=== Data section ===

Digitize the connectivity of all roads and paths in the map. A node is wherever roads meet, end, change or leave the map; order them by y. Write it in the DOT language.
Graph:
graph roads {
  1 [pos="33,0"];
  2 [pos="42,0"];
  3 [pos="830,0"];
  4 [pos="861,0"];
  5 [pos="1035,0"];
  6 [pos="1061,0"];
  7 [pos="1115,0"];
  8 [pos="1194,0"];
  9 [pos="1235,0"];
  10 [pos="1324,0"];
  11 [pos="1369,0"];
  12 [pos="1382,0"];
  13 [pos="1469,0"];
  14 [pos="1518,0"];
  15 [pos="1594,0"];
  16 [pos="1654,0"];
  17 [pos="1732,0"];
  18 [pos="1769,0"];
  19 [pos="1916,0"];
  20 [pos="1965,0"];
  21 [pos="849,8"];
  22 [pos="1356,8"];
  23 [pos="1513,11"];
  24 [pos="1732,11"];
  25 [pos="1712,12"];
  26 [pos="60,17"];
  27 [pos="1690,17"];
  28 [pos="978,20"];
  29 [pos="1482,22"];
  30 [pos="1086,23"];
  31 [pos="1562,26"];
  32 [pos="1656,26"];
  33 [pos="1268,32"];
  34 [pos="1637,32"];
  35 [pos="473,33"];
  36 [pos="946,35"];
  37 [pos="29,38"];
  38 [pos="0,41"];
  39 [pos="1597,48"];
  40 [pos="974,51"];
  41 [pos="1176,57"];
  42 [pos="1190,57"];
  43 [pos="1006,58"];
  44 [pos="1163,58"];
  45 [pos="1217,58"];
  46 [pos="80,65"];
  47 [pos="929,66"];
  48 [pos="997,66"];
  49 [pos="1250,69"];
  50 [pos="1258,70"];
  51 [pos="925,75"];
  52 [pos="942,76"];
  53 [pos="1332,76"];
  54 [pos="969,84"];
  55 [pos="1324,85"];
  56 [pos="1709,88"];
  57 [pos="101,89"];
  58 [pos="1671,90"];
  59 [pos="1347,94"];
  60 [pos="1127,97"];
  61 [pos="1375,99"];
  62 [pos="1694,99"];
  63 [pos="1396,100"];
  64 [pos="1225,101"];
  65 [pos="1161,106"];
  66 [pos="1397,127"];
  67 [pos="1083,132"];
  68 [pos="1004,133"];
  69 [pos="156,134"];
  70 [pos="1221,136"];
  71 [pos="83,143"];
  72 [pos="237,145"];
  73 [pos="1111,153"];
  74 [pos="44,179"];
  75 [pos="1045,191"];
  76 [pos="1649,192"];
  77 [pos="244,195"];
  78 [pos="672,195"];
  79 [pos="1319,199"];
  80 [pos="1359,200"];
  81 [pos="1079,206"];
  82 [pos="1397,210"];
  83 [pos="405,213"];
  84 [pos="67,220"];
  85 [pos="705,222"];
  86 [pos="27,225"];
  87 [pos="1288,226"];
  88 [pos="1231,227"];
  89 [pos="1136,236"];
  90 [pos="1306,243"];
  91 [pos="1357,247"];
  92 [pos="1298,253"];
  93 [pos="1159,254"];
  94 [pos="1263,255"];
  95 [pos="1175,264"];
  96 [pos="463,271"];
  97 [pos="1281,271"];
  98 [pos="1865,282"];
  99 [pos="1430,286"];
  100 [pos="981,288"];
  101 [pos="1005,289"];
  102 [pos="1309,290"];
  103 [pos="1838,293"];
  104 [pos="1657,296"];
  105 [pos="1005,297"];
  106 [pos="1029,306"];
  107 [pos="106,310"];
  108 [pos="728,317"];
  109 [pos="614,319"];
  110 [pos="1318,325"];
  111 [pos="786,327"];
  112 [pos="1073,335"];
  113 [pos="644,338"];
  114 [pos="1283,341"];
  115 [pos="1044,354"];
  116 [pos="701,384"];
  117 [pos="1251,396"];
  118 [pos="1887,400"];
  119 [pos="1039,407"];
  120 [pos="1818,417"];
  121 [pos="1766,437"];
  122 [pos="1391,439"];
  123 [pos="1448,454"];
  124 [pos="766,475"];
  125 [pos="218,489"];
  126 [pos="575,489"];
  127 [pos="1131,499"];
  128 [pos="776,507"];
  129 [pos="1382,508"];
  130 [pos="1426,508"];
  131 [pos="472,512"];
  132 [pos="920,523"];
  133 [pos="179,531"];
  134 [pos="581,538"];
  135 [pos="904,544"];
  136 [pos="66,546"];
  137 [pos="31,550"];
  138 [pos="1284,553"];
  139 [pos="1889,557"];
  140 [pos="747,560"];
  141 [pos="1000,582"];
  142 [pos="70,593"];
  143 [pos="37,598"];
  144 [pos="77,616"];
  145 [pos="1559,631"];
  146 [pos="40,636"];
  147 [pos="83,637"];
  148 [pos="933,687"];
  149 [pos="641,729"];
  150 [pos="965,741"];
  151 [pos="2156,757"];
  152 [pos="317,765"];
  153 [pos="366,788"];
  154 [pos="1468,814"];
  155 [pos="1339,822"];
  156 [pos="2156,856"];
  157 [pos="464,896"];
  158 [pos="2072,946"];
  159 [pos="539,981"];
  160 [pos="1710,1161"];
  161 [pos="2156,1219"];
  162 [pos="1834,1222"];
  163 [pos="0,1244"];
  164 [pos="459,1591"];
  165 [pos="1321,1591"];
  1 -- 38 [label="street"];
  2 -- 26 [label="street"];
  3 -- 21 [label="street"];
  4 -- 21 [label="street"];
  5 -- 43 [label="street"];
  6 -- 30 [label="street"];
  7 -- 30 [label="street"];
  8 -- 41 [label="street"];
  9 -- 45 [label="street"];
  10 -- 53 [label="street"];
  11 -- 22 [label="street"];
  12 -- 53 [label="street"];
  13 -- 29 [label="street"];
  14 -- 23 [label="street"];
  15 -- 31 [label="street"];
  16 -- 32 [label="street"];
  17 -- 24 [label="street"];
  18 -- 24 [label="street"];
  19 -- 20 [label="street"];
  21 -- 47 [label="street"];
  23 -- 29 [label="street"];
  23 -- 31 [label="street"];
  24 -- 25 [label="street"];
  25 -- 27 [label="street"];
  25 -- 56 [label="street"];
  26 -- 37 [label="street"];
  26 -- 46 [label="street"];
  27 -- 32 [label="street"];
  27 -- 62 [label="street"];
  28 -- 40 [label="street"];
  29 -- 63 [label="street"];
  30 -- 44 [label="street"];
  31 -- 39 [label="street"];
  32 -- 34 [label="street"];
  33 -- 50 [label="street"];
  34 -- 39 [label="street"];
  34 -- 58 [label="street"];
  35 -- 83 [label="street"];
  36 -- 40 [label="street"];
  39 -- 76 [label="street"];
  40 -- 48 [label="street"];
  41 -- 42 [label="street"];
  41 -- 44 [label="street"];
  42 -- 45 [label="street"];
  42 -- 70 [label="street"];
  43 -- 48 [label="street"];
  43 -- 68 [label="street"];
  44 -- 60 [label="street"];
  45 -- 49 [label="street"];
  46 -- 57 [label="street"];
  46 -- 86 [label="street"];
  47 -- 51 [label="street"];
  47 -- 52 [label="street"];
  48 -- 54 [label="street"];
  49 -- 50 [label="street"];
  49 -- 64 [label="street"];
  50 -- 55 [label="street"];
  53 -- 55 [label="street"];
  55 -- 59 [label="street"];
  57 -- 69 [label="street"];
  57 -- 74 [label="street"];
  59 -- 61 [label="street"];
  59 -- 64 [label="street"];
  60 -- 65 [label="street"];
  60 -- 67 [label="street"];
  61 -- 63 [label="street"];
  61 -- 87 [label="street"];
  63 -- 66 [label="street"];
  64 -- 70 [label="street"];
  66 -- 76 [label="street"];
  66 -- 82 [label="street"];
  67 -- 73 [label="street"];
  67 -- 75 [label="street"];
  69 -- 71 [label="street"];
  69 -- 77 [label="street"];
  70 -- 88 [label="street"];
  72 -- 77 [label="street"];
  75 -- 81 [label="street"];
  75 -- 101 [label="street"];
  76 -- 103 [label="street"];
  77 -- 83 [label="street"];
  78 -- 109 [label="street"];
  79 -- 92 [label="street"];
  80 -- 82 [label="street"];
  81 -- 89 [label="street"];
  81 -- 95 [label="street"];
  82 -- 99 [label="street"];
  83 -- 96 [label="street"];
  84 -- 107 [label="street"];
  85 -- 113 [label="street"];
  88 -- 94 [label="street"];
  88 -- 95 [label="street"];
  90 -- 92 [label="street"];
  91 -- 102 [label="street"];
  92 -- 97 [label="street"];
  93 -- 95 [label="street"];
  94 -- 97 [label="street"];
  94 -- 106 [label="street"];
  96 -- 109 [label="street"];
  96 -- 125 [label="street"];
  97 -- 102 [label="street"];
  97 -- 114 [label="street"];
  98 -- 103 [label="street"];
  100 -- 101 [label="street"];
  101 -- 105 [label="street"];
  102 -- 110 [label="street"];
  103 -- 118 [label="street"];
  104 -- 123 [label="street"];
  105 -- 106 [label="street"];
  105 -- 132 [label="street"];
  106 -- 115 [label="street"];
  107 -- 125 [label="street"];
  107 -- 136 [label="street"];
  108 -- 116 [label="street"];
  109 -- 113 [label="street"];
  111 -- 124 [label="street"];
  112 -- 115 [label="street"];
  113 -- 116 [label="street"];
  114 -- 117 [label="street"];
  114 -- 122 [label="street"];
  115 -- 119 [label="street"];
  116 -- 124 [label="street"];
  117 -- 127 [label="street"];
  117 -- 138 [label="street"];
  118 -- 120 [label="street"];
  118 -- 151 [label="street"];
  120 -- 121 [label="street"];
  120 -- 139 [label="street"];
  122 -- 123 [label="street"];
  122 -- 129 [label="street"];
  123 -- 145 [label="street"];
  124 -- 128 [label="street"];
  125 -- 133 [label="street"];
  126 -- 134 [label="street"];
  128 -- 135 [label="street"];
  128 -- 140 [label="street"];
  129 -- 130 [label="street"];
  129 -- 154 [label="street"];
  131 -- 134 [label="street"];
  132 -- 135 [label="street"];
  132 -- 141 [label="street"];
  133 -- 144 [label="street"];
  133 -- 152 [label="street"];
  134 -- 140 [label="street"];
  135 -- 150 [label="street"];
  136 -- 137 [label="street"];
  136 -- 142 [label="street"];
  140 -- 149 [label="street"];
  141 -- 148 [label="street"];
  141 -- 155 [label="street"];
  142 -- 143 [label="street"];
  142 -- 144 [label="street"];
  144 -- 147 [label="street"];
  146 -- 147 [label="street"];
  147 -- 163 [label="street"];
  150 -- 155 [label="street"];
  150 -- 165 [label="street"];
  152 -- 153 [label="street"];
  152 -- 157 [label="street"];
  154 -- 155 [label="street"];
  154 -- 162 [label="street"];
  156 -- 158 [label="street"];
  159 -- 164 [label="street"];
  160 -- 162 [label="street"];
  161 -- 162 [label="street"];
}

===

Exercise goal
Find the word "roads" in the records, and report each line that has it.

Exercise answer
Digitize the connectivity of all roads and paths in the map. A node is wherever roads meet, end, change or leave the map; order them by y. Write it in the DOT language.
graph roads {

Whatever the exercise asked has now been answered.